Un projet de loi ciblant le Hezbollah, sa chaîne télévisée, et l’ensemble des banques commerciales et centrales « engagées volontairement » avec le parti libanais serait bientôt soumis à la chambre des représentants américaine.

Le « Hezbollah International Financing Prevention Act », soutenu par les représentants Mark Meadows, Brad Schneider et Ed Royce, président du comité des affaires étrangères pour le Moyen-Orient de la chambre, comporte quatre volets : le premier vise à resserrer l’étau autour du réseau financier du parti, par le biais d’une traque plus active des banques et des institutions ayant des liens avec le Hezbollah; le deuxième porte sur un listing des câbles satellitaires qui continuent d’abriter la chaîne Al-Manar, en vue de leur pénalisation ; les troisième et quatrième volets visent enfin à désigner respectivement le Hezbollah comme une organisation de narcotrafic ainsi qu’une organisation criminelle transnationale.

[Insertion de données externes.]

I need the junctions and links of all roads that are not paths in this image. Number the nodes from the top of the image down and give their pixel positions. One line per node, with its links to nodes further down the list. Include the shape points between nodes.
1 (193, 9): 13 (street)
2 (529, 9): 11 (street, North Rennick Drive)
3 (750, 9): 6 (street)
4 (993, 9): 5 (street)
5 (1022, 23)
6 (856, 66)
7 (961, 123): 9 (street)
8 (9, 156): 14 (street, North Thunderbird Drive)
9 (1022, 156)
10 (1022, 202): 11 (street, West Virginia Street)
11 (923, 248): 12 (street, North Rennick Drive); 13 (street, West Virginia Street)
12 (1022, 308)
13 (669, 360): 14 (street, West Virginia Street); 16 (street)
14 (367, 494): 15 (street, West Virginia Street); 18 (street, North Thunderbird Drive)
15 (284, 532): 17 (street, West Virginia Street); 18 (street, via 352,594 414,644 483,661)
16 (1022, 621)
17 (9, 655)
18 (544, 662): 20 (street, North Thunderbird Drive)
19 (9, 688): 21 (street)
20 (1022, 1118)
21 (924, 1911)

Si elle est adoptée, cette loi « n’aura pas de répercussions sur le secteur bancaire libanais ou sur l’économie locale », estime Makram Sader, secrétaire général de l’association des banques au Liban (ABL).

« Le système bancaire est prémuni contre toute éventuelle sanction, grâce aux mesures prises il y a deux ans par la Banque centrale, notamment la circulaire no. 126 relative aux activités des banques avec leurs correspondants à l’étranger », dit-il au Commerce du Levant.

L’article 1 de cette circulaire, datant du 5 avril 2012, enjoint les institutions opérant au Liban « d’appliquer strictement le règlement relatif au contrôle des opérations financières et bancaires pour la lutte contre le blanchiment de capitaux et le financement du terrorisme, notamment avec les clients qui requièrent l’exécution d’opérations transfrontalières en passant par des banques ou institutions financières correspondantes ».

Quant à l’article 2 de la circulaire, il exhorte les établissements locaux à « traiter avec ces derniers (banques correspondantes, NDLR) conformément aux lois, règlementations, procédures, sanctions et restrictions adoptées par les organisations légales internationales ou les autorités souveraines des pays de ces correspondants ».

Le Hezbollah et des individus qui lui sont affiliées figurent déjà sur les listes américaines des organisations terroristes et de l’Office of Foreign Assets (OFAC).

« La circulaire de la Banque du Liban (BDL) faisait suite à une série de réunions entre de hauts responsables bancaires au Liban et des représentants du Trésor américain, au lendemain des accusations concernant la Lebanese Canadian Bank et sa liquidation », ajoute le secrétaire général de l’ABL.

En juin dernier, le Trésor américain avait accusé quatre libanais et trois institutions d’entretenir un réseau de trafic de drogue de plusieurs millions de dollars, en vertu du « Foreign Narcotics Kingpin Designation Act ».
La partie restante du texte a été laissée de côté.